Yes you are right. It may look like the exclusions in:

stringFormat     ::=  {printableChar \ (‘"’ | ‘}’ | ‘ ’ | ‘\t’ | ‘\n’)} ;

It’s not. Indeed the Sharp numerics/interpolation is expected to be interacting directly as argument. We just need to cover the grammar properly. The rule is not that complicated though. We need a group of characters that cannot be the suffix of the string as final characters if followed by space. If you look at the grammar it’s not that special. There are various rules that we’ve grown accustomed to and just feel natural.

1 Like

To me the problem seems it is “one-size fits all”. Sure, it is reasonable to exclude the use of a space for each literal, but not so much a dot. The same is true for other literals. We do allow for a dot in a double, the letter x in an integer, and the letter e in both, but not a k or a comma. Although the latter would be nice in large numbers instead of the (ugly?) underscores.

So, would it be possible somehow to make the allowed format dependent on the alphaid itself?
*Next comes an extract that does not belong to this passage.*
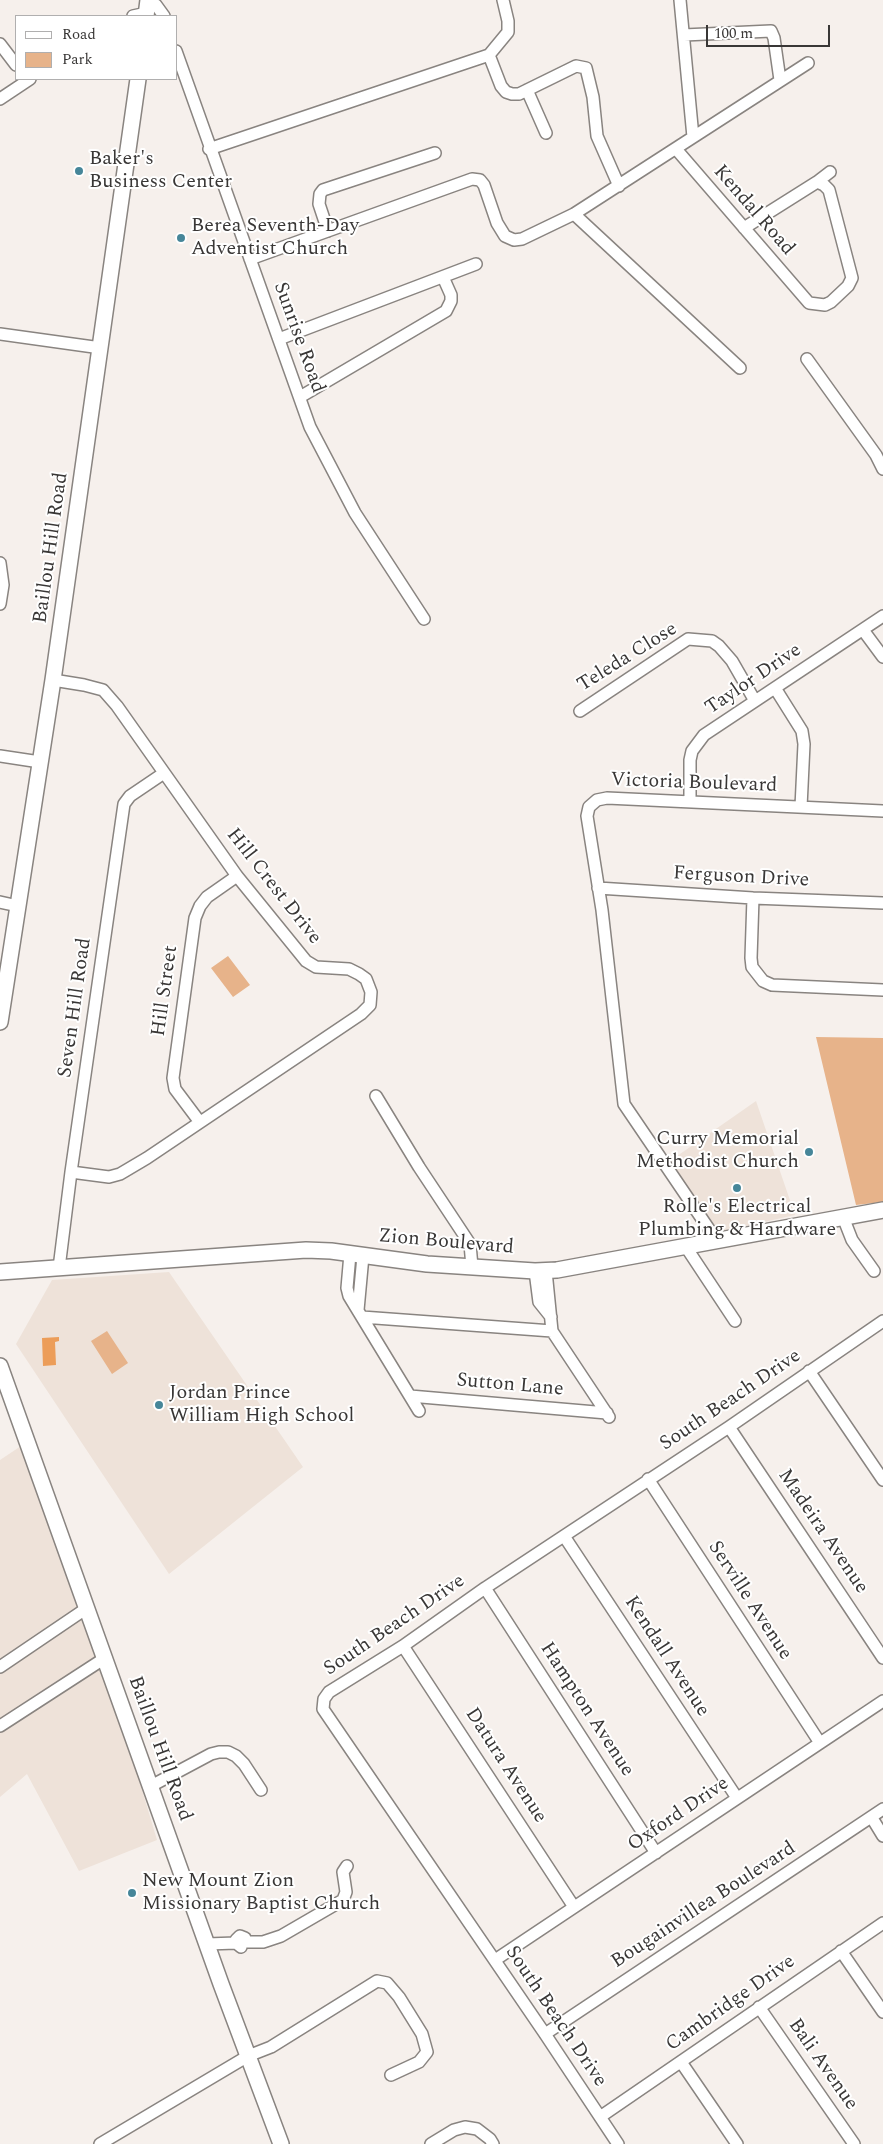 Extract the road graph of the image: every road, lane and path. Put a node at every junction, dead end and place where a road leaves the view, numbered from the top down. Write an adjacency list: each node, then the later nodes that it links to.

For example, if a regex can be defined, it is possible to directly check the literal at compile time.

ip4#192.168.1.0.connect //okay
ip4#192.256.1.0.connect //error
ip6#fe80::aede:84ff:fe10:1722.connect //okay
ip6#2a04:8188:281::1700:8c8d:f13::1.connect //error

Anyway, forcing to add a space after each use greatly reduces the appeal of this proposal i think.

2 Likes

While this could work, I think syntax highlighting is not going to cope with this

1 Like

Do you mean it’s not possible, or that people are not going to implement it ?

1 Like

most syntax highlighting tools are just context free grammars - they will not typically be able to parse your scala code, look up the definition of ipv4 and find some regex there to apply

6 Likes

Inline macro implementation of the string interpolation allows you to do that, so yes.
But if the rule is that we allow . as part of the pattern, then we must have a space. If we don’t allow . to be part of the pattern then we can treat like a space or new line and behave “as expected”.

It’s possible to add another editor plugin, but I really don’t think it’s required. It’s enough to properly report the error and you can even define where the error is marked in the source file, so there is enough information.

Rethinking about the . dot limitation, I believe there is something we can do, but if the grammar is too complex, then maybe this proposal is not worth it.
The . delimiter is indeed useful mainly for numeric expressions.
But what are those expressions?
As mentioned, a double value can have the e for exponent. d#1234.34e-27
e is special. Should it be the only special letter?
What if someone wants to write complex numbers?

c#33.2e5-j15.1 * c#22.1-j1e7

Fractions:

f#2+1/3 * f#2/3 //two and a third times two thirds

Can we allow physical units in the pattern?

val velocity = p#12.5m / p#22.3s
val length = p#3s * p#12.4m/s
val g = p#9.81m/s^2

We are trying to make Scala more popular among the science/algorithmic community.
I think it’s worth thinking how this feature can help get us there.
cc: @eje

2 Likes

IMHO: It is not very intuitive
I would prefer:

192.168.1.0.ip.connect
or
192.168.1.0#ip.connect

where ip is extension or something else.

I think for digits it is quite good.
For printableChar it is better to use open and close characters.